# Preparing to move to Dubai



## Gardengirl320 (Jan 22, 2021)

We are gathering all info for possible 4 year stay with our grown kids. We heard that it's impossible to get a job for a man in the transportation, warehouse, chauffeur, & others like that. My husband will need some income while I help with our grandchildren. We will rent a small apartment & be living on every dime. Any ideas for a 63 year old very healthy American man employment? Thanks, need answers quickly as we want to go soon.


----------



## Stevesolar (Dec 21, 2012)

Hi,
Start his own company and earn money that way. 
The company would need to focus on his skills - maybe handyman - offering home maintenance services to expats who are fed up of the shoddy work they receive from lower paid workers from non-Western countries?
Of course, there are startup and annual costs associated with having your own company - company registration fees, renewal fees, visa fees and health insurance for whoever is sponsored by the company owner.
How were you originally intending to get UAE residence visas? - as you will need these to rent an apartment, get electricity & water connection, convert to UAE driving licence, open a proper UAE bank account etc.
You don’t just turn up here and start doing things - you need proper residence visas first.
Cheers
Steve


----------



## QOFE (Apr 28, 2013)

Are your grown children already living in UAE? If so, they should be able to help you out with some facts as they should know how things are here.

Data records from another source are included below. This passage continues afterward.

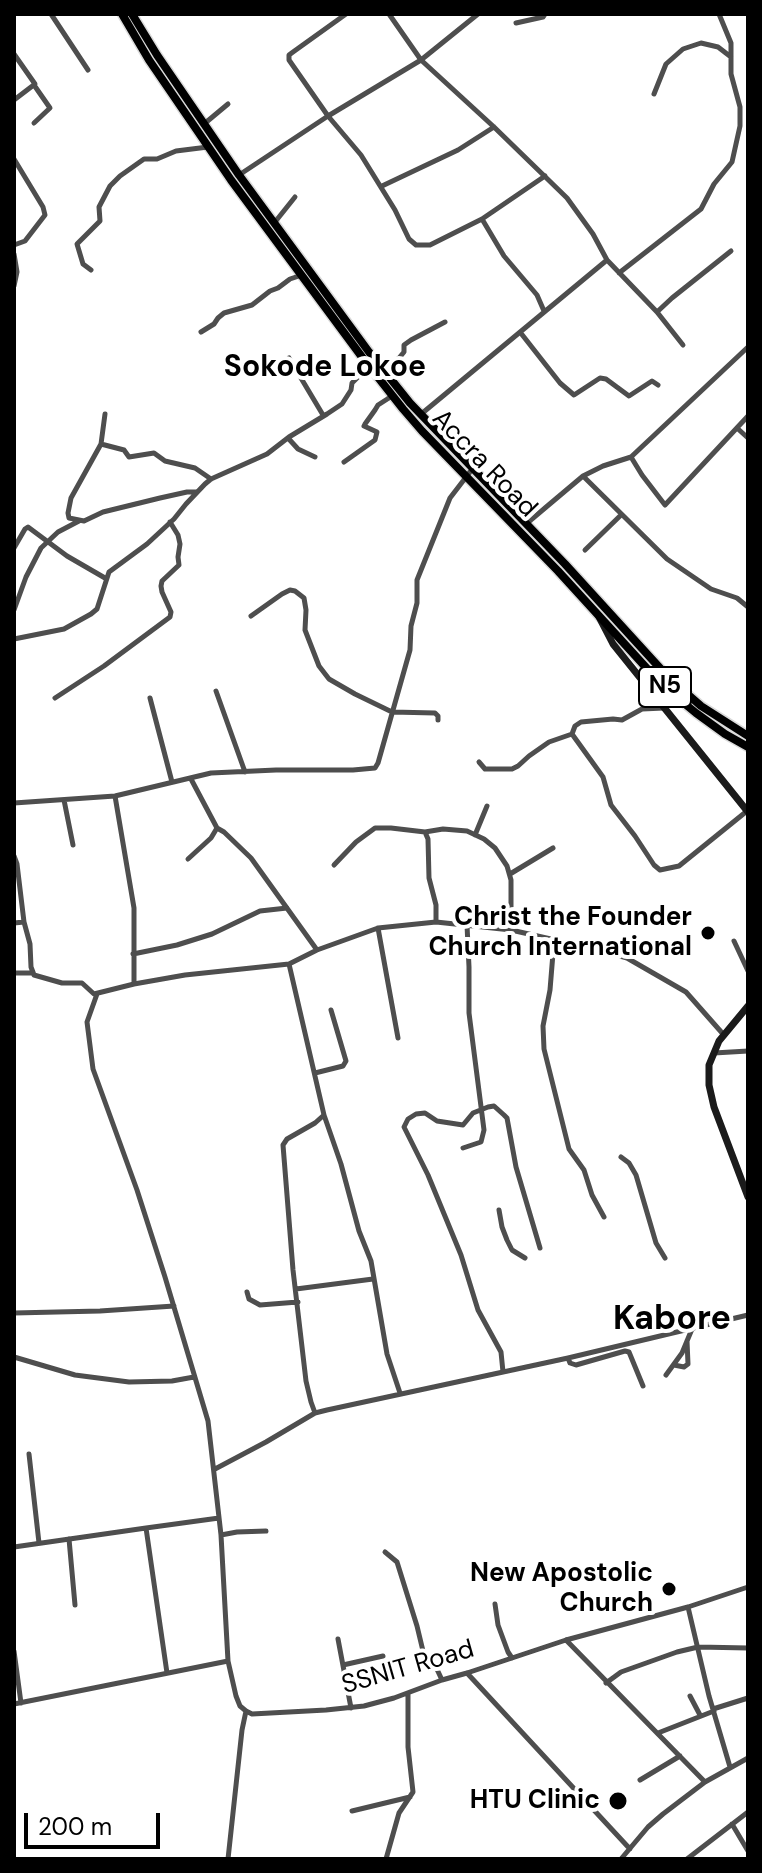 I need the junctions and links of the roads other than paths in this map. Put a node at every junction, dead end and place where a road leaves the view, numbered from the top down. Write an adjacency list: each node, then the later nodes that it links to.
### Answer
1 (51, 14): 13 (street)
2 (122, 14): 22 (main road, Accra Road / N5)
3 (132, 14): 20 (main road, Accra Road / N5)
4 (346, 14): 18 (street)
5 (389, 14): 12 (street)
6 (478, 14): 12 (street)
7 (545, 14): 9 (street)
8 (719, 14): 11 (street)
9 (516, 23)
10 (14, 54): 14 (street)
11 (732, 57): 15 (street); 35 (street)
12 (421, 60): 18 (street); 21 (street)
13 (88, 70)
14 (34, 85): 16 (street); 19 (street)
15 (654, 94)
16 (14, 100)
17 (228, 104): 20 (street)
18 (328, 116): 24 (street); 26 (street)
19 (34, 123)
20 (204, 125): 24 (main road, Accra Road / N5)
21 (494, 127): 25 (street); 26 (street)
22 (208, 147): 34 (street); 36 (main road, Accra Road / N5)
23 (14, 159): 30 (street)
24 (239, 175): 29 (main road, Accra Road / N5)
25 (545, 176): 28 (street); 33 (street)
26 (382, 186): 28 (street)
27 (295, 197): 29 (street)
28 (482, 219): 38 (street)
29 (275, 222): 49 (main road, Accra Road / N5)
30 (14, 245)
31 (731, 251): 39 (street)
32 (14, 254): 37 (street)
33 (607, 260): 35 (street); 38 (street)
34 (91, 270)
35 (619, 273): 39 (street)
36 (303, 275): 41 (street); 48 (main road, Accra Road / N5)
37 (14, 286)
38 (544, 311): 42 (street)
39 (657, 312): 43 (street)
40 (445, 322): 49 (street)
41 (201, 332)
42 (520, 332): 50 (street); 55 (street)
43 (683, 345)
44 (748, 347): 45 (street)
45 (741, 353): 47 (street); 61 (street)
46 (289, 358): 53 (street)
47 (748, 359)
48 (372, 369): 51 (main road, Accra Road / N5); 53 (street)
49 (383, 369): 55 (main road, Accra Road / N5)
50 (658, 385)
51 (393, 396): 55 (main road, Accra Road / N5); 62 (street)
52 (105, 414): 59 (street)
53 (323, 415): 57 (street)
54 (748, 416): 56 (street)
55 (417, 418): 63 (main road, Accra Road / N5)
56 (737, 428): 58 (street); 61 (street)
57 (288, 438): 60 (street); 65 (street)
58 (748, 438)
59 (101, 444): 65 (street); 68 (street)
60 (315, 457)
61 (631, 457): 64 (street)
62 (344, 462)
63 (470, 471): 70 (main road, Accra Road / N5); 77 (main road, Accra Road / N5); 87 (street)
64 (583, 476): 67 (street); 70 (street)
65 (211, 479): 66 (street)
66 (197, 492): 68 (street); 69 (street)
67 (621, 515): 73 (street); 75 (street)
68 (80, 521): 71 (street)
69 (170, 522): 74 (street); 84 (street)
70 (526, 524): 79 (main road, Accra Road / N5)
71 (47, 542): 72 (street); 74 (street); 76 (street)
72 (14, 548)
73 (585, 550)
74 (105, 578): 81 (street)
75 (748, 607)
76 (14, 610)
77 (596, 612): 80 (main road, Accra Road / N5); 82 (main road)
78 (251, 616): 87 (street)
79 (618, 623): 80 (main road); 90 (main road, Accra Road / N5)
80 (618, 636): 82 (main road); 91 (main road, Accra Road / N5)
81 (14, 639)
82 (622, 656): 86 (main road)
83 (216, 691): 93 (street)
84 (55, 698)
85 (150, 698): 95 (street)
86 (664, 708): 89 (street); 100 (main road)
87 (392, 712): 88 (street); 93 (street)
88 (438, 720)
89 (572, 734): 92 (street); 100 (street)
90 (748, 736)
91 (748, 747)
92 (479, 762)
93 (245, 772): 94 (street)
94 (191, 779): 95 (street); 101 (street)
95 (172, 782): 96 (street)
96 (115, 796): 97 (street); 120 (street)
97 (64, 800): 98 (street); 104 (street)
98 (14, 803)
99 (487, 806): 103 (street)
100 (748, 811)
101 (217, 828): 107 (street); 110 (street)
102 (425, 832): 103 (street); 108 (street); 112 (street)
103 (475, 835): 109 (street)
104 (73, 845)
105 (553, 848): 109 (street)
106 (14, 856): 111 (street)
107 (188, 859)
108 (334, 865)
109 (510, 874): 116 (street)
110 (287, 908): 119 (street); 120 (street)
111 (24, 922): 113 (street); 124 (street)
112 (436, 922): 114 (street); 115 (street)
113 (14, 923)
114 (467, 925): 116 (street); 134 (street)
115 (378, 928): 119 (street); 130 (street)
116 (511, 930): 117 (street)
117 (554, 941): 129 (street); 140 (street)
118 (734, 941): 122 (street)
119 (317, 950): 121 (street)
120 (133, 954): 125 (street)
121 (289, 964): 125 (street); 133 (street)
122 (748, 971)
123 (14, 973): 124 (street)
124 (32, 973): 126 (street)
125 (134, 984): 126 (street)
126 (98, 993): 148 (street)
127 (748, 1006): 129 (main road)
128 (331, 1010): 133 (street)
129 (723, 1034): 132 (main road)
130 (398, 1038)
131 (748, 1051): 132 (street)
132 (713, 1053): 138 (main road)
133 (315, 1073): 135 (street)
134 (482, 1108): 136 (street); 141 (street); 156 (street)
135 (324, 1115): 144 (street); 145 (street)
136 (463, 1148)
137 (621, 1157): 143 (street)
138 (748, 1197)
139 (499, 1210): 142 (street)
140 (604, 1217)
141 (540, 1248)
142 (525, 1258)
143 (665, 1258)
144 (373, 1279): 145 (street); 160 (street)
145 (296, 1289): 147 (street)
146 (247, 1292): 147 (street)
147 (298, 1302): 161 (street)
148 (174, 1306): 149 (street); 158 (street)
149 (14, 1313)
150 (748, 1315): 151 (street)
151 (693, 1329): 152 (street); 154 (street)
152 (687, 1340): 155 (street); 155 (street)
153 (14, 1357): 158 (street)
154 (568, 1358): 156 (street); 159 (street)
155 (674, 1365): 157 (street)
156 (503, 1372): 160 (street)
157 (666, 1375)
158 (194, 1377): 163 (street)
159 (643, 1386)
160 (400, 1393): 161 (street)
161 (315, 1413): 163 (street)
162 (29, 1454): 169 (street)
163 (214, 1469): 164 (street)
164 (219, 1518): 165 (street); 167 (street)
165 (146, 1528): 168 (street); 185 (street)
166 (266, 1531): 167 (street)
167 (221, 1535): 183 (street)
168 (69, 1539): 169 (street); 174 (street)
169 (39, 1543): 170 (street)
170 (14, 1547)
171 (385, 1552): 187 (street)
172 (748, 1587): 175 (street, SSNIT Road)
173 (495, 1604): 182 (street)
174 (75, 1605)
175 (688, 1607): 177 (street, SSNIT Road); 178 (street)
176 (338, 1639): 184 (street)
177 (566, 1640): 182 (street, SSNIT Road); 188 (street)
178 (698, 1647): 179 (street); 188 (street); 194 (street)
179 (748, 1648)
180 (14, 1651): 192 (street)
181 (383, 1656): 184 (street)
182 (512, 1658): 186 (street, SSNIT Road)
183 (228, 1661): 185 (street); 195 (street)
184 (343, 1665): 193 (street)
185 (167, 1673): 192 (street)
186 (467, 1673): 187 (street, SSNIT Road); 207 (street)
187 (442, 1680): 189 (street, SSNIT Road)
188 (606, 1683): 197 (street)
189 (408, 1693): 193 (street, SSNIT Road); 203 (street)
190 (690, 1696): 196 (street)
191 (748, 1698): 194 (street)
192 (17, 1703)
193 (351, 1708): 195 (street, SSNIT Road)
194 (714, 1710): 196 (street); 200 (street)
195 (246, 1711): 210 (street)
196 (700, 1715): 197 (street)
197 (658, 1733): 198 (street)
198 (680, 1756): 201 (street); 202 (street)
199 (748, 1758): 200 (street)
200 (730, 1767): 202 (street)
201 (640, 1780)
202 (705, 1782): 207 (street)
203 (411, 1796): 204 (street); 211 (street)
204 (352, 1811)
205 (748, 1812): 206 (street)
206 (732, 1824): 208 (street); 209 (street)
207 (630, 1849): 212 (street)
208 (748, 1851)
209 (697, 1856): 213 (street)
210 (228, 1859)
211 (386, 1859)
212 (621, 1859)
213 (687, 1859) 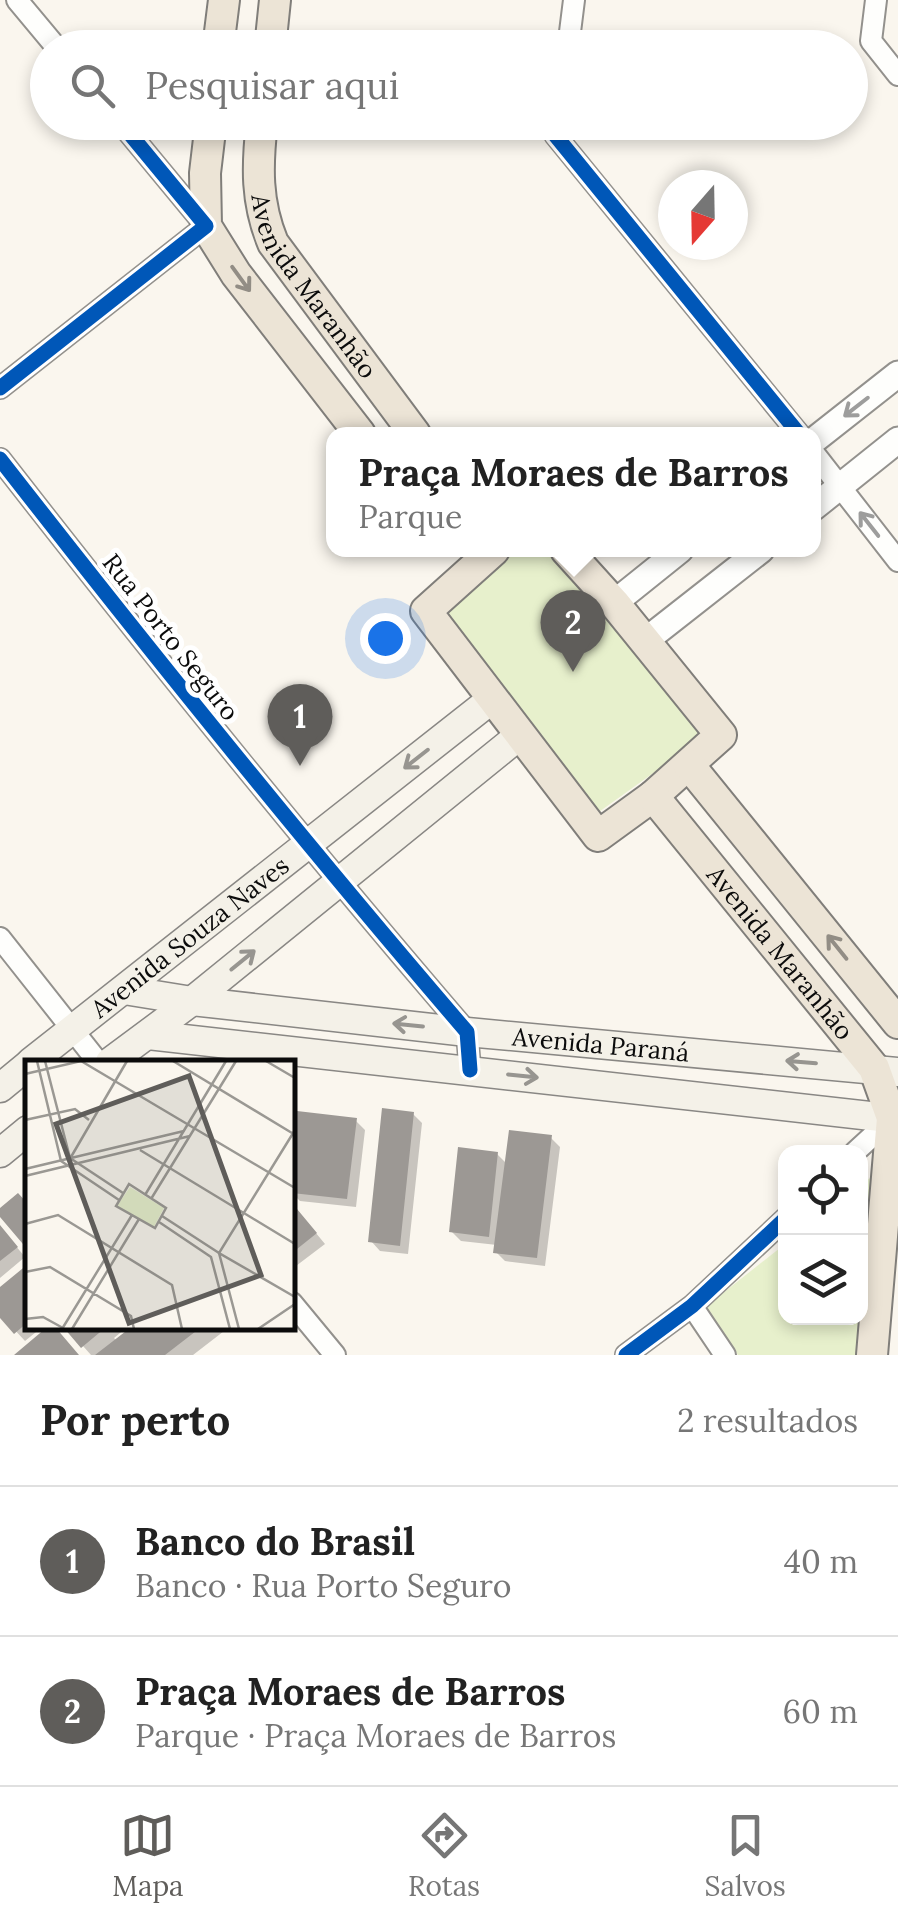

Transportation, warehouse and chauffeur jobs are extremely low paid and are done by men from Asia. It would be impossible for the two of you to live on that kind of salary. If you apply for low paid jobs as a westerner they will not even get back to you as they know that westerners would not work for the peanuts they are willing to pay. The age is a major issue too. Due to expensive health insurance a lot of companies are ageist and will not employ older people. A friend of mine was in a well paid job and as soon as he hit sixty they made him redundant. 

A quick google came up with this:
"The *average* salary for *drivers* in *Dubai* is around 3500 AED but taxi *drivers* may even *earn* up to 4500-5000 AED. *Dubai driver* jobs may demand working hours varying anywhere between 8 to 12 hours. "

The amount of moaning I have heard from taxi drivers over the years has me believing that the salary is even lower than the above...


----------